Remember the pregnant saying of Goethe – ‘There are many ‘echoes in the world but few voices’ – and let it be your constant effort to distinguish the voices from the echoes, and to respond accordingly …  (p. 23)

However, there was absolutely no sign of the Lyell anecdote in this or any other of the St Andrews addresses.

So returning once more to the Lyell story, and searching Google Books using the exact wording of the anecdote given in Thoughts that Breathe,  I finally found the Lyell quotation in two periodicals: Popular Science Monthly and (much more promisingly) in Macmillan’s Magazine. Given Hardy’s strong links with Macmillan, this was a much more plausible source for Hardy. Yet again, however, Google Books would not provide me with access to the full-text of the periodical, so I once again had to browse the content on the Internet Archive for the relevant volume of Macmillan’s Magazine. The quality of the full-text was a little variable, but I was finally able to find the Lyell anecdote in: Vol. 37, no. 218, published in December 1877 [10].

I have heard people say who had travelled with Sir Charles Lyell, that to see him hanging out of the window of a railway carriage, to watch the geological formations as he passed through a railway-cutting was as if he saw the sides hung with beautiful pictures. (p. 100)

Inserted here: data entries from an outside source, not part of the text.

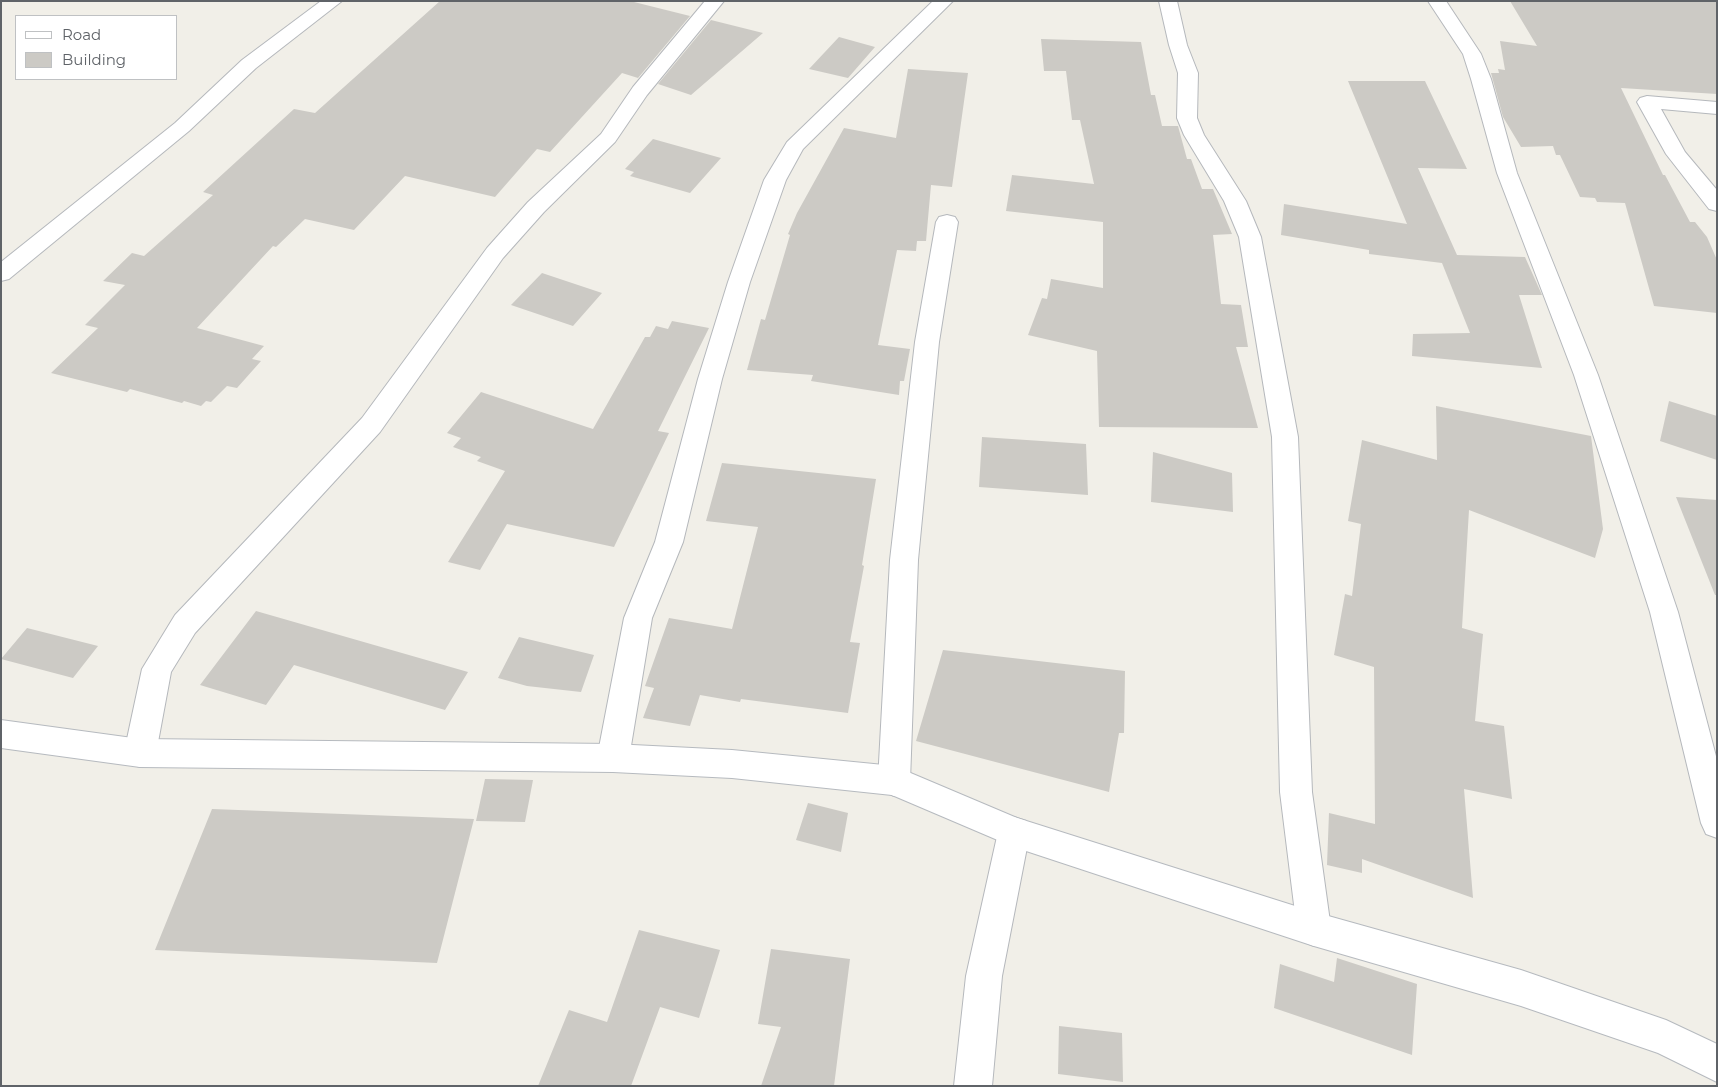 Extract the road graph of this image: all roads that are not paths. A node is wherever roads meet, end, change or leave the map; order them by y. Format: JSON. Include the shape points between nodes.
{"nodes":[{"id":1,"x":333,"y":1,"type":"edge"},
{"id":2,"x":715,"y":1,"type":"edge"},
{"id":3,"x":944,"y":1,"type":"edge"},
{"id":4,"x":1168,"y":1,"type":"edge"},
{"id":5,"x":1437,"y":1,"type":"edge"},
{"id":6,"x":1717,"y":108,"type":"edge"},
{"id":7,"x":1717,"y":204,"type":"edge"},
{"id":8,"x":947,"y":222,"type":"dead end"},
{"id":9,"x":1,"y":274,"type":"edge"},
{"id":10,"x":1,"y":734,"type":"edge"},
{"id":11,"x":140,"y":753,"type":"junction"},
{"id":12,"x":613,"y":758,"type":"junction"},
{"id":13,"x":894,"y":781,"type":"junction"},
{"id":14,"x":1717,"y":823,"type":"edge"},
{"id":15,"x":1014,"y":832,"type":"junction"},
{"id":16,"x":1314,"y":929,"type":"junction"},
{"id":17,"x":1717,"y":1064,"type":"edge"},
{"id":18,"x":973,"y":1086,"type":"edge"}],
"edges":[{"from":1,"to":9,"type":"street","via":[[249,64],[182,127]]},
{"from":2,"to":11,"type":"street","via":[[640,91],[608,138],[536,207],[495,253],[372,425],[185,624],[157,668]]},
{"from":3,"to":12,"type":"street","via":[[794,146],[775,180],[710,379],[669,542],[638,618]]},
{"from":4,"to":16,"type":"street","via":[[1188,73],[1187,118],[1194,135],[1236,201],[1250,237],[1285,437],[1296,792]]},
{"from":5,"to":14,"type":"street","via":[[1472,54],[1507,173],[1586,376],[1664,612]]},
{"from":6,"to":7,"type":"street","via":[[1648,102],[1676,154]]},
{"from":8,"to":13,"type":"street","via":[[927,342],[904,560]]},
{"from":10,"to":11,"type":"street"},
{"from":11,"to":12,"type":"street"},
{"from":12,"to":13,"type":"street","via":[[732,764]]},
{"from":13,"to":15,"type":"street"},
{"from":15,"to":16,"type":"street"},
{"from":15,"to":18,"type":"street","via":[[984,976]]},
{"from":16,"to":17,"type":"street","via":[[1521,988],[1666,1038]]}]}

Stanley’s article was entitled “The Education of After Life” and was an address delivered on the occasion of the new session of (the recently formed) University College, Bristol on 27 October 1877. The Goethe quotation also featured (pp. 102-103), proving to my satisfaction (at least) that this was the source of both notes 1078 and 1079 in Björk’s edition of the literary notes. The Literary Notebook elsewhere demonstrates that Hardy did regularly use Macmillan’s Magazine as a source of information. The dates also fit with other entries in the notebooks.

This example is relatively trivial and, naturally, I cannot rule out that others might have worked out these links already. However, I feel that it does show how using a combination of Google Books (for matching sentences) and the Internet Archive’s text collections (for retrieval) might enable some simple literary puzzles to be solved fairly easily.

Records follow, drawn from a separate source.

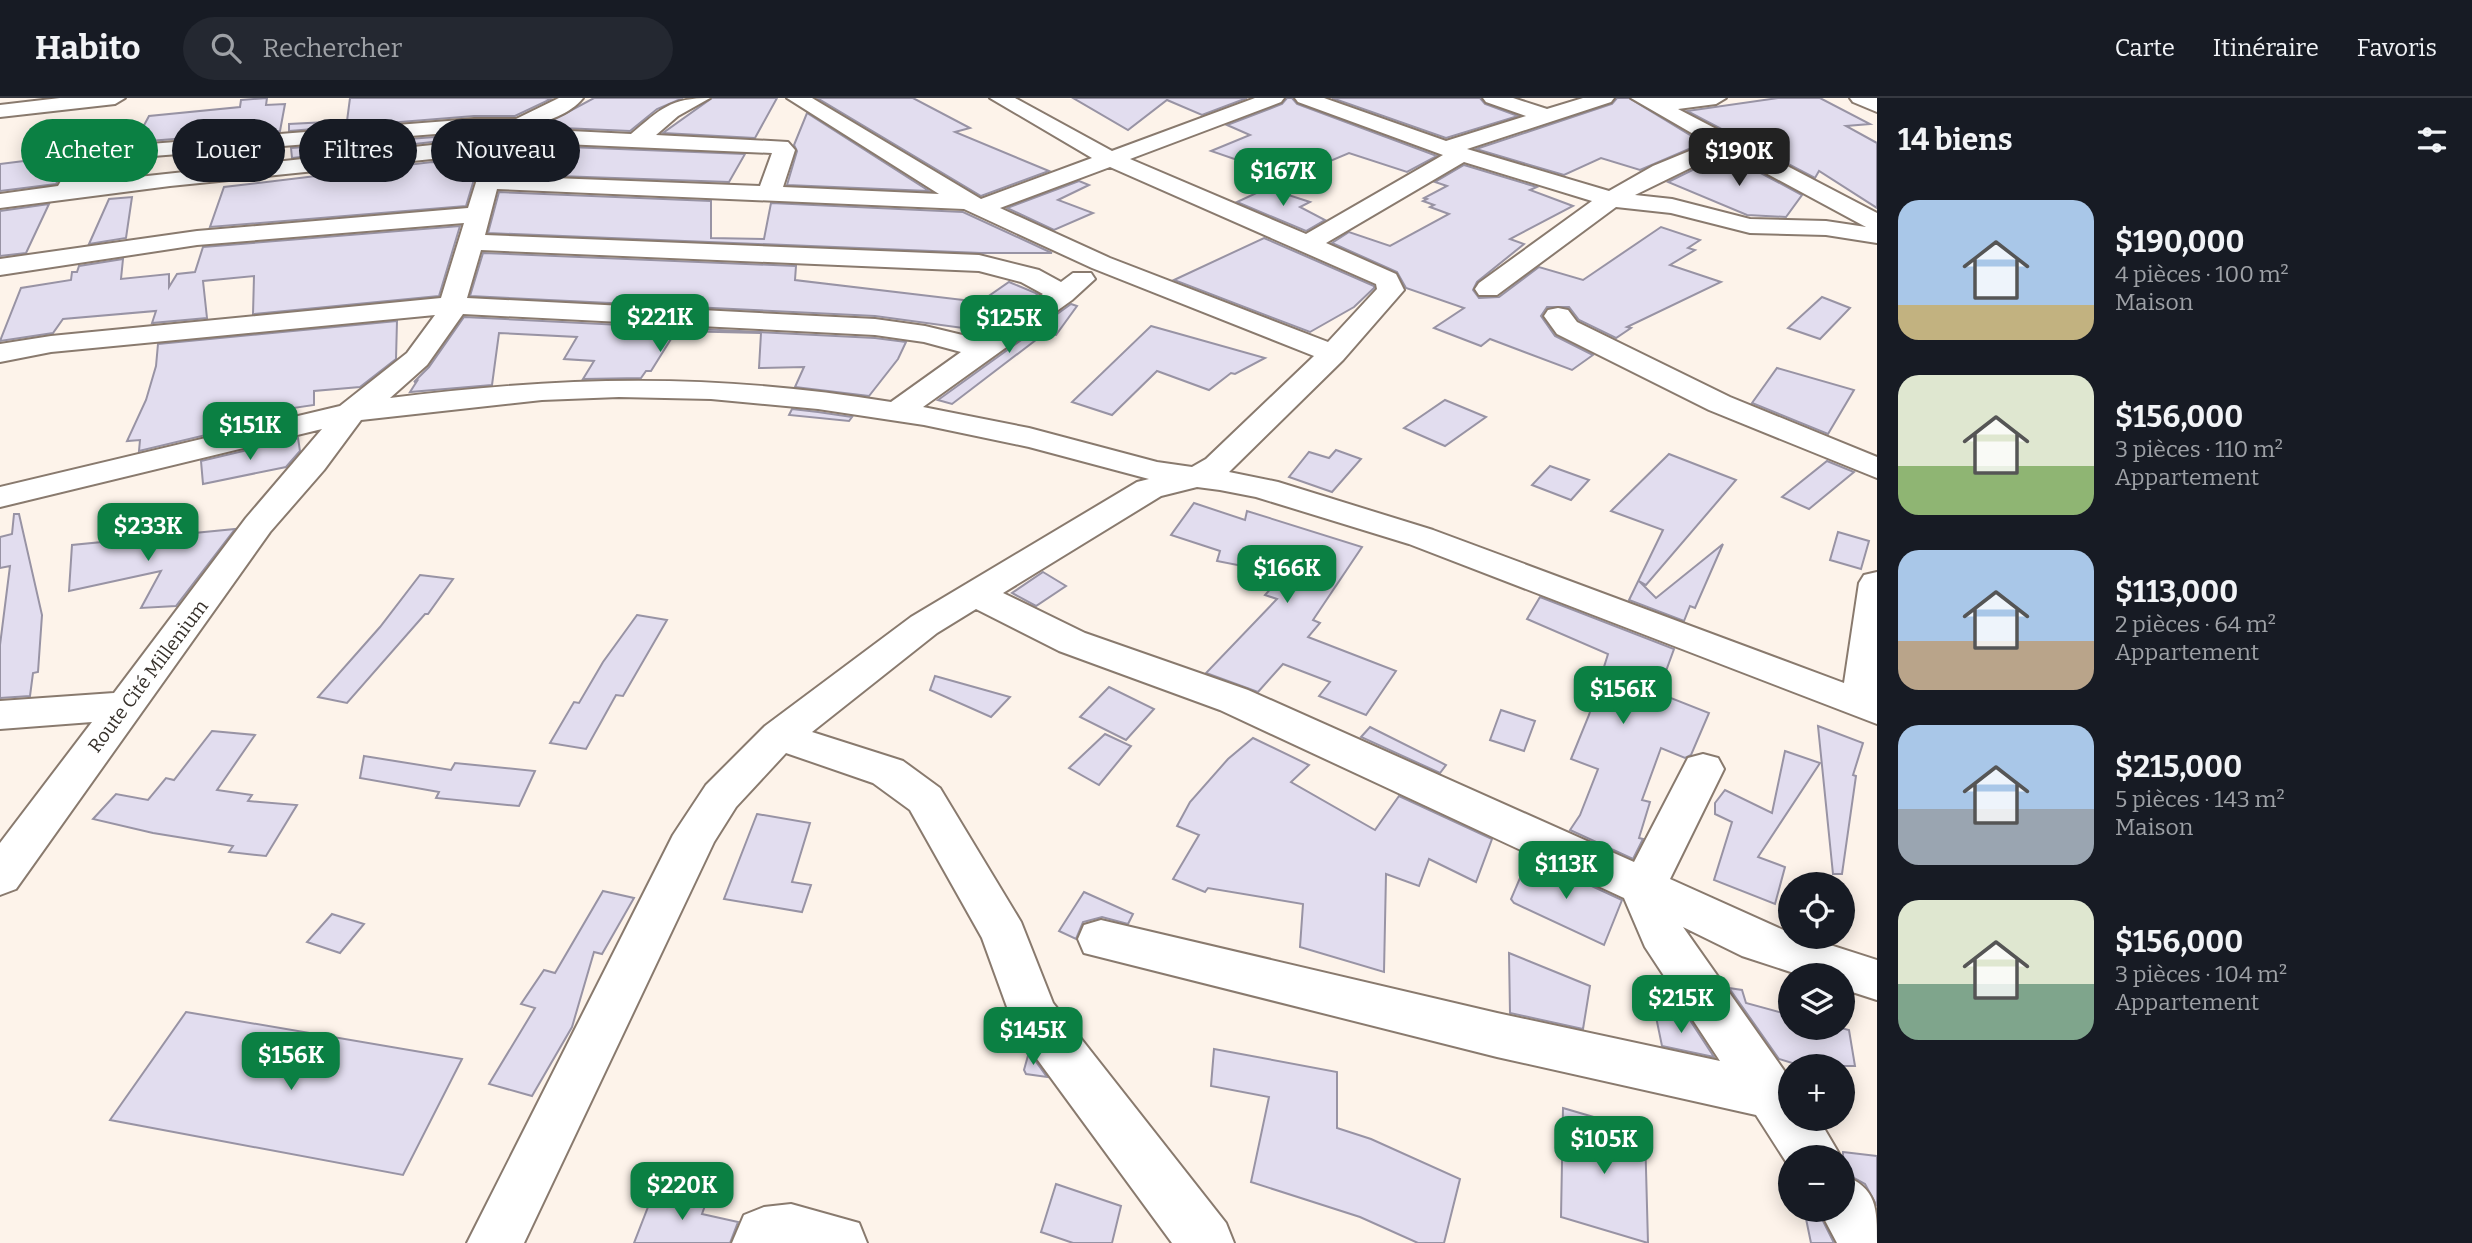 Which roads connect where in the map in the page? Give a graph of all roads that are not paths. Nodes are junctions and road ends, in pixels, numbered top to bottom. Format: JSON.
{"nodes":[{"id":1,"x":116,"y":98,"type":"edge"},
{"id":2,"x":573,"y":98,"type":"edge"},
{"id":3,"x":700,"y":98,"type":"edge"},
{"id":4,"x":797,"y":98,"type":"edge"},
{"id":5,"x":1000,"y":98,"type":"edge"},
{"id":6,"x":1275,"y":98,"type":"edge"},
{"id":7,"x":1305,"y":98,"type":"edge"},
{"id":8,"x":1493,"y":98,"type":"edge"},
{"id":9,"x":1604,"y":98,"type":"edge"},
{"id":10,"x":1716,"y":98,"type":"edge"},
{"id":11,"x":1860,"y":98,"type":"edge"},
{"id":12,"x":46,"y":102,"type":"edge"},
{"id":13,"x":1648,"y":102,"type":"edge"},
{"id":14,"x":546,"y":106,"type":"edge"},
{"id":15,"x":1877,"y":106,"type":"edge"},
{"id":16,"x":0,"y":111,"type":"edge"},
{"id":17,"x":1543,"y":115,"type":"junction"},
{"id":18,"x":431,"y":127,"type":"edge"},
{"id":19,"x":637,"y":140,"type":"junction"},
{"id":20,"x":580,"y":144,"type":"edge"},
{"id":21,"x":1725,"y":144,"type":"junction"},
{"id":22,"x":1454,"y":151,"type":"junction"},
{"id":23,"x":431,"y":152,"type":"edge"},
{"id":24,"x":1108,"y":158,"type":"junction"},
{"id":25,"x":580,"y":162,"type":"edge"},
{"id":26,"x":491,"y":182,"type":"edge"},
{"id":27,"x":769,"y":193,"type":"junction"},
{"id":28,"x":55,"y":195,"type":"junction"},
{"id":29,"x":1611,"y":200,"type":"junction"},
{"id":30,"x":0,"y":201,"type":"edge"},
{"id":31,"x":974,"y":205,"type":"junction"},
{"id":32,"x":479,"y":214,"type":"junction"},
{"id":33,"x":1877,"y":223,"type":"edge"},
{"id":34,"x":1877,"y":236,"type":"edge"},
{"id":35,"x":469,"y":242,"type":"junction"},
{"id":36,"x":1307,"y":244,"type":"junction"},
{"id":37,"x":1101,"y":263,"type":"junction"},
{"id":38,"x":0,"y":267,"type":"edge"},
{"id":39,"x":1488,"y":289,"type":"dead end"},
{"id":40,"x":1063,"y":295,"type":"junction"},
{"id":41,"x":452,"y":305,"type":"junction"},
{"id":42,"x":1558,"y":316,"type":"dead end"},
{"id":43,"x":983,"y":349,"type":"junction"},
{"id":44,"x":0,"y":353,"type":"edge"},
{"id":45,"x":1333,"y":354,"type":"junction"},
{"id":46,"x":351,"y":412,"type":"junction"},
{"id":47,"x":897,"y":412,"type":"junction"},
{"id":48,"x":1877,"y":468,"type":"edge"},
{"id":49,"x":1198,"y":477,"type":"junction"},
{"id":50,"x":0,"y":497,"type":"edge"},
{"id":51,"x":1877,"y":583,"type":"edge"},
{"id":52,"x":977,"y":595,"type":"junction"},
{"id":53,"x":123,"y":706,"type":"junction"},
{"id":54,"x":1869,"y":707,"type":"edge"},
{"id":55,"x":0,"y":715,"type":"edge"},
{"id":56,"x":779,"y":736,"type":"junction"},
{"id":57,"x":1703,"y":769,"type":"dead end"},
{"id":58,"x":13,"y":847,"type":"edge"},
{"id":59,"x":0,"y":877,"type":"edge"},
{"id":60,"x":1643,"y":888,"type":"junction"},
{"id":61,"x":1101,"y":939,"type":"dead end"},
{"id":62,"x":1877,"y":980,"type":"edge"},
{"id":63,"x":1771,"y":1095,"type":"junction"},
{"id":64,"x":1806,"y":1145,"type":"edge"},
{"id":65,"x":1855,"y":1220,"type":"edge"},
{"id":66,"x":495,"y":1243,"type":"edge"},
{"id":67,"x":760,"y":1243,"type":"edge"},
{"id":68,"x":839,"y":1243,"type":"edge"},
{"id":69,"x":1206,"y":1243,"type":"edge"},
{"id":70,"x":1869,"y":1243,"type":"edge"}],
"edges":[{"from":1,"to":12,"type":"street"},
{"from":2,"to":14,"type":"street"},
{"from":3,"to":19,"type":"street"},
{"from":4,"to":31,"type":"street"},
{"from":5,"to":24,"type":"street"},
{"from":6,"to":24,"type":"street"},
{"from":7,"to":22,"type":"street"},
{"from":8,"to":17,"type":"street"},
{"from":9,"to":17,"type":"street"},
{"from":10,"to":13,"type":"street"},
{"from":11,"to":15,"type":"street"},
{"from":12,"to":16,"type":"street"},
{"from":13,"to":21,"type":"street"},
{"from":17,"to":22,"type":"street"},
{"from":18,"to":28,"type":"street"},
{"from":19,"to":20,"type":"street"},
{"from":19,"to":27,"type":"street"},
{"from":21,"to":29,"type":"street"},
{"from":21,"to":33,"type":"street"},
{"from":22,"to":29,"type":"street"},
{"from":22,"to":36,"type":"street"},
{"from":23,"to":28,"type":"street"},
{"from":24,"to":31,"type":"street"},
{"from":24,"to":36,"type":"street"},
{"from":25,"to":27,"type":"street"},
{"from":26,"to":32,"type":"street"},
{"from":27,"to":31,"type":"street"},
{"from":28,"to":30,"type":"street"},
{"from":29,"to":34,"type":"street"},
{"from":29,"to":39,"type":"street"},
{"from":31,"to":37,"type":"street"},
{"from":32,"to":35,"type":"street"},
{"from":32,"to":38,"type":"street"},
{"from":35,"to":40,"type":"street"},
{"from":35,"to":41,"type":"street"},
{"from":36,"to":45,"type":"street"},
{"from":37,"to":40,"type":"street"},
{"from":37,"to":45,"type":"street"},
{"from":40,"to":43,"type":"street"},
{"from":41,"to":43,"type":"street"},
{"from":41,"to":44,"type":"street"},
{"from":41,"to":46,"type":"street"},
{"from":42,"to":48,"type":"street"},
{"from":43,"to":47,"type":"street"},
{"from":45,"to":49,"type":"street"},
{"from":46,"to":47,"type":"street"},
{"from":46,"to":50,"type":"street"},
{"from":46,"to":53,"type":"street","name":"Route Cité Millenium"},
{"from":47,"to":49,"type":"street"},
{"from":49,"to":52,"type":"street"},
{"from":49,"to":54,"type":"street"},
{"from":51,"to":54,"type":"street"},
{"from":52,"to":56,"type":"street"},
{"from":52,"to":60,"type":"street"},
{"from":53,"to":55,"type":"street"},
{"from":53,"to":58,"type":"street","name":"Route Cité Millenium"},
{"from":56,"to":66,"type":"street"},
{"from":56,"to":69,"type":"street"},
{"from":57,"to":60,"type":"street"},
{"from":58,"to":59,"type":"street","name":"Route Cité Millenium"},
{"from":60,"to":62,"type":"street"},
{"from":60,"to":63,"type":"street"},
{"from":61,"to":63,"type":"street"},
{"from":63,"to":64,"type":"street"},
{"from":65,"to":70,"type":"street"},
{"from":67,"to":68,"type":"street"}]}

More puzzling was the relationship between Google’s digitisation programme and the Internet Archive’s text collections. Metadata for some Google Books content was included in the Internet Archive’s catalogue. Some content that was not available (at least to me) through Google Books, was available through the Internet Archive, but not in every single advertised format. Typically, for example, one could NOT download texts in formats like PDF, but you could retrieve plain text (i.e. that generated by OCR) or view page images through the Internet Archive’s BookReader. This is why Google Books turned out to be a more powerful tool for searching, but actual retrieval depended on the use of other services.